Bardzo często można odnieść wrażenie, że wielu autorów pisze książki na jedno kopyto. Inne natomiast są do siebie łudząco podobne, co bardzo zniechęca do szukania kolejnych pozycji. Tym razem jestem mile zaskoczona, bo Natalia Boniewicz włożyła dużo wysiłku w stworzenie nieprawdopodobnej historii, którą przedstawiła w książce pt. Miłość na wariackich papierach.
Jeszcze do niedawna całe moje czytelnicze życie wypełniały kryminały. Swoją przygodę z książką zaczynałam od Harry’ego Pottera, którego kocham do dziś. Z czasem zaczęłam jednak eksperymentować z pozycjami, po które sięgam i koniec końców zaczęłam czytać tak naprawdę wszystko (no dobra, po charlequin nie sięgnę nigdy, to pewne).
Okazuje się, że jako czytelnik nie trzeba zamykać się na jeden gatunek, pod warunkiem, że jest się otwartym na inne propozycje. Obecnie dobieram tytuły pod swój nastrój, a ostatnio przez cały czas miałam mieszane uczucia. Wybór najnowszej książki Natalii Boniewicz pt. Miłość na wariackich papierach był nieprzypadkowy i ku mojemu zaskoczeniu, bardzo dobry.
Tytuł: Miłość na wariackich papierach
Autor: Natalia Boniewicz
Wydawnictwo: Agencja Wydawnicza Egros Warszawa
Rok wydania: 2021
Ilość stron: 206
Kilka słów o autorce
Natalia Boniewicz jest dziennikarką, pisarką i podróżniczką, która bardzo interesuje się otaczającym ją światem. Ukończyła kulturoznawstwo na Uniwersytecie Warszawskim oraz psychologię w Szkole Wyższej Psychologii Społecznej w Warszawie. Oprócz tego studiowała także w Indiach. Zwiedziła kawał świata, a swoje przygody opowiadała na blogu podróżniczym.
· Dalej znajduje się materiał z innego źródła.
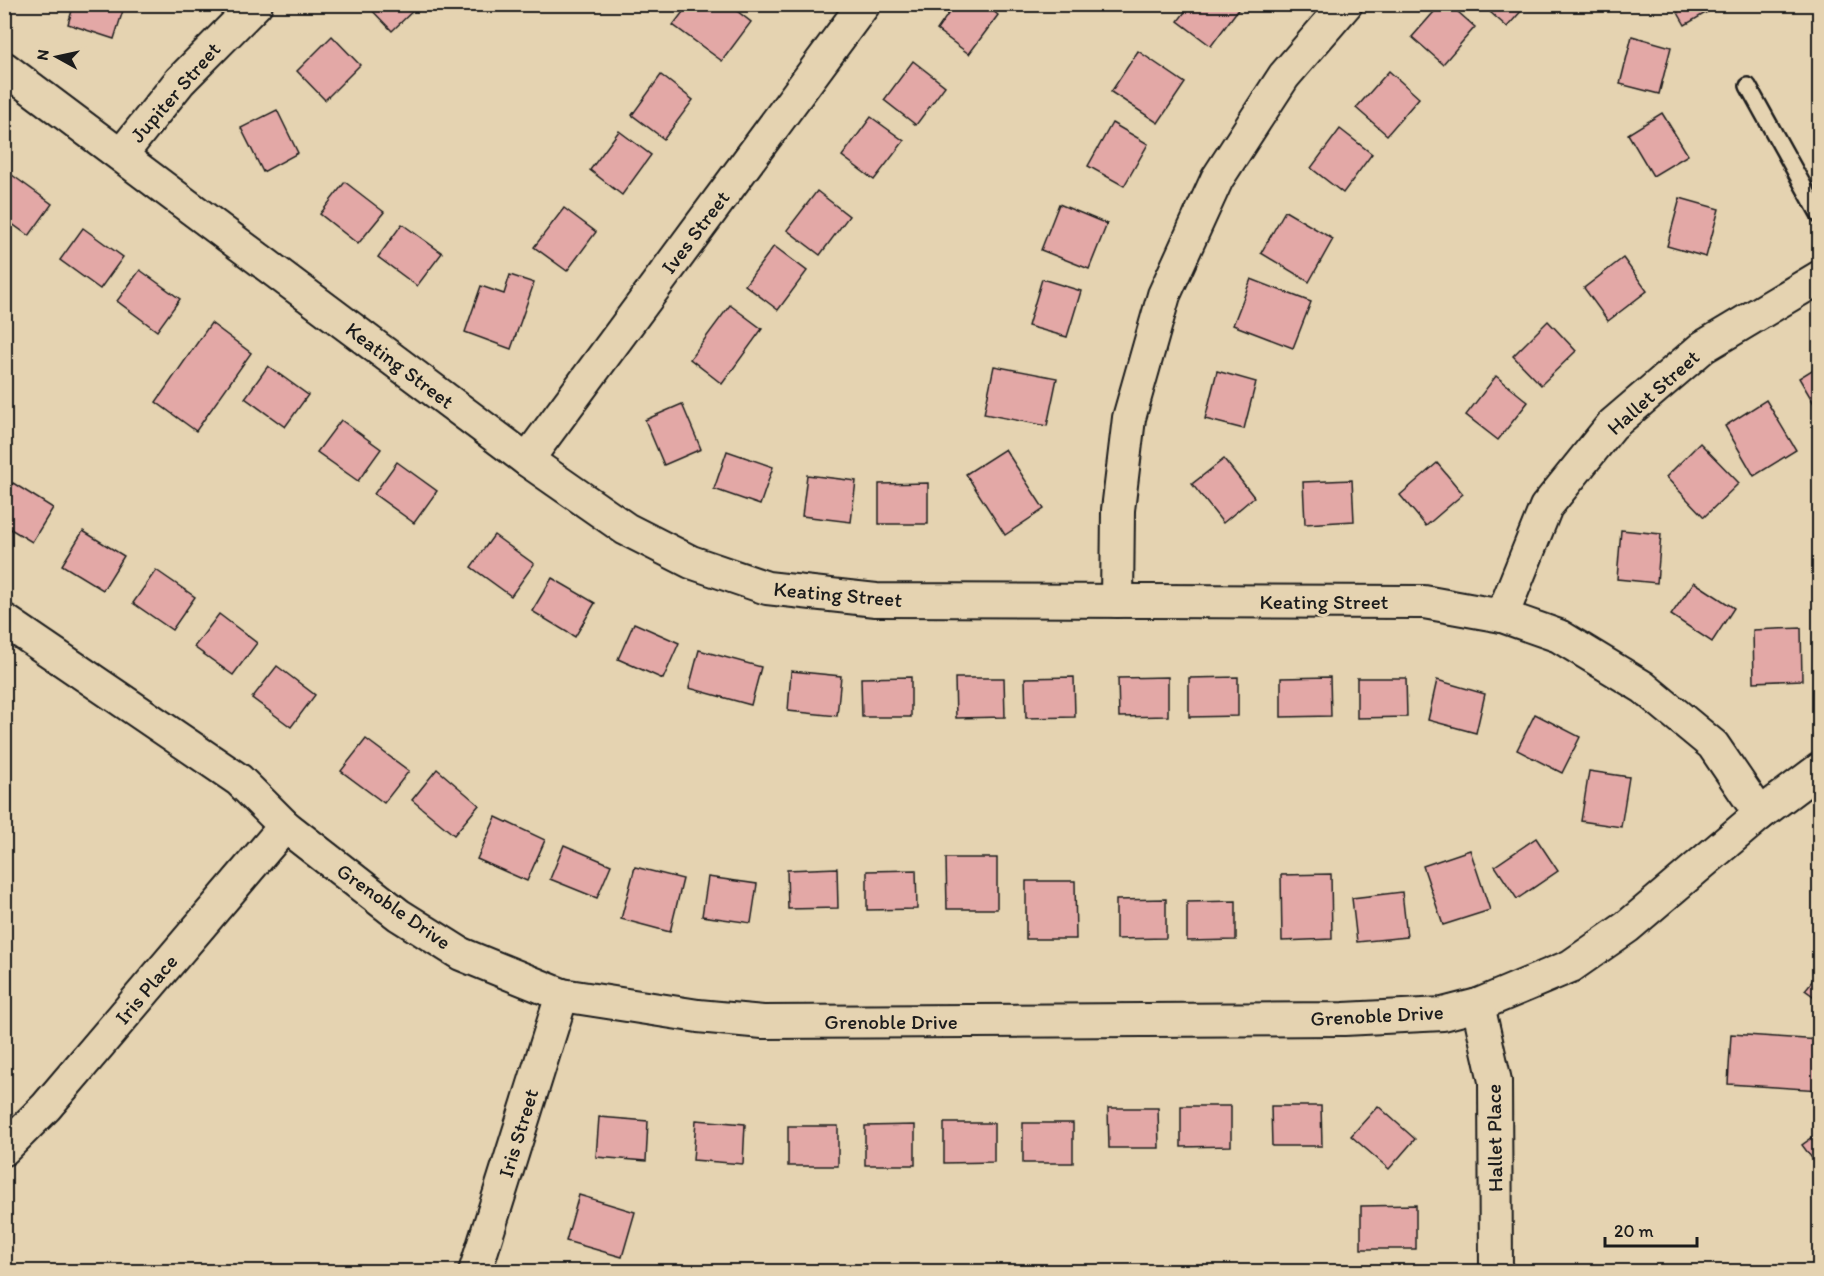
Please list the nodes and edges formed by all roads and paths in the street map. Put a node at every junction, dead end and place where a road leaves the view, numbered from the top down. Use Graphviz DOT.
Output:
graph roads {
  1 [pos="256,4"];
  2 [pos="864,4"];
  3 [pos="1346,4"];
  4 [pos="4,69"];
  5 [pos="1748,86"];
  6 [pos="121,155"];
  7 [pos="1820,216"];
  8 [pos="1820,277"];
  9 [pos="527,460"];
  10 [pos="1117,601"];
  11 [pos="1502,616"];
  12 [pos="4,620"];
  13 [pos="1820,769"];
  14 [pos="1760,814"];
  15 [pos="285,826"];
  16 [pos="562,995"];
  17 [pos="1478,1005"];
  18 [pos="4,1149"];
  19 [pos="475,1272"];
  20 [pos="1496,1272"];
  1 -- 6 [label="street, Jupiter Street"];
  2 -- 9 [label="street, Ives Street"];
  3 -- 10 [label="street"];
  4 -- 6 [label="street, Keating Street"];
  5 -- 7 [label="lane"];
  6 -- 9 [label="street, Keating Street"];
  8 -- 11 [label="street, Hallet Street"];
  9 -- 10 [label="street, Keating Street"];
  10 -- 11 [label="street, Keating Street"];
  11 -- 14 [label="street, Keating Street"];
  12 -- 15 [label="street, Grenoble Drive"];
  13 -- 14 [label="street, Grenoble Drive"];
  14 -- 17 [label="street, Grenoble Drive"];
  15 -- 16 [label="street, Grenoble Drive"];
  15 -- 18 [label="street, Iris Place"];
  16 -- 17 [label="street, Grenoble Drive"];
  16 -- 19 [label="street, Iris Street"];
  17 -- 20 [label="street, Hallet Place"];
}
Miłość na wariackich papierach
Trzeba mieć w życiu okropny niefart, żeby przez jeden błąd od razu trafić do szpitala psychiatrycznego, prawda Zosiu? Dokładnie tak, to właśnie ona jest główną bohaterką powieści. Choć na co dzień pracuje w korporacji, bardzo wyłamuje się ze stereotypu korpoludka. Podczas, gdy inni dbają o porządek w życiu prywatnym oraz zawodowym, ona jest wiecznie roztrzepana, przez co wpędza się w tarapaty.
Co może pójść nie tak podczas wizyty w SPA? W zasadzie wszystko. Zosia wraz z przyjaciółką wybrała się do niego, by odpocząć, a ostatecznie przez jeden błąd trafiła na oddział zamknięty. Załamuje się, tak jak każda osoba o zdrowych zmysłach, która trafiła w takie miejsce. Na szczęście może liczyć na wsparcie dwóch mężczyzn, którzy nie wierzą w jej chorobę.
W krótkim czasie Zosi udaje się zakończyć leczenie. Czy po wyjściu ze szpitala jej życie wróci do normy?
Moja opinia
Przyznam szczerze, że gdybym drugi raz miała sięgnąć po tą książkę, to zrobiłabym to bez chwili zawahania. Natalia Boniewicz zapewniła mi kilka godzin świetnej rozrywki z książką w dłoni.
Przedstawiona przez autorkę historia jest nieco smutna, ponieważ pokazuje, jak niewiele potrzeba, by zrujnować życie drugiemu człowiekowi. A tak naprawdę taka historia mogłaby przydarzyć się każdemu z nas.
Zachęcam Was do sięgnięcia po ten tytuł. Zapewniam, że nie pożałujecie.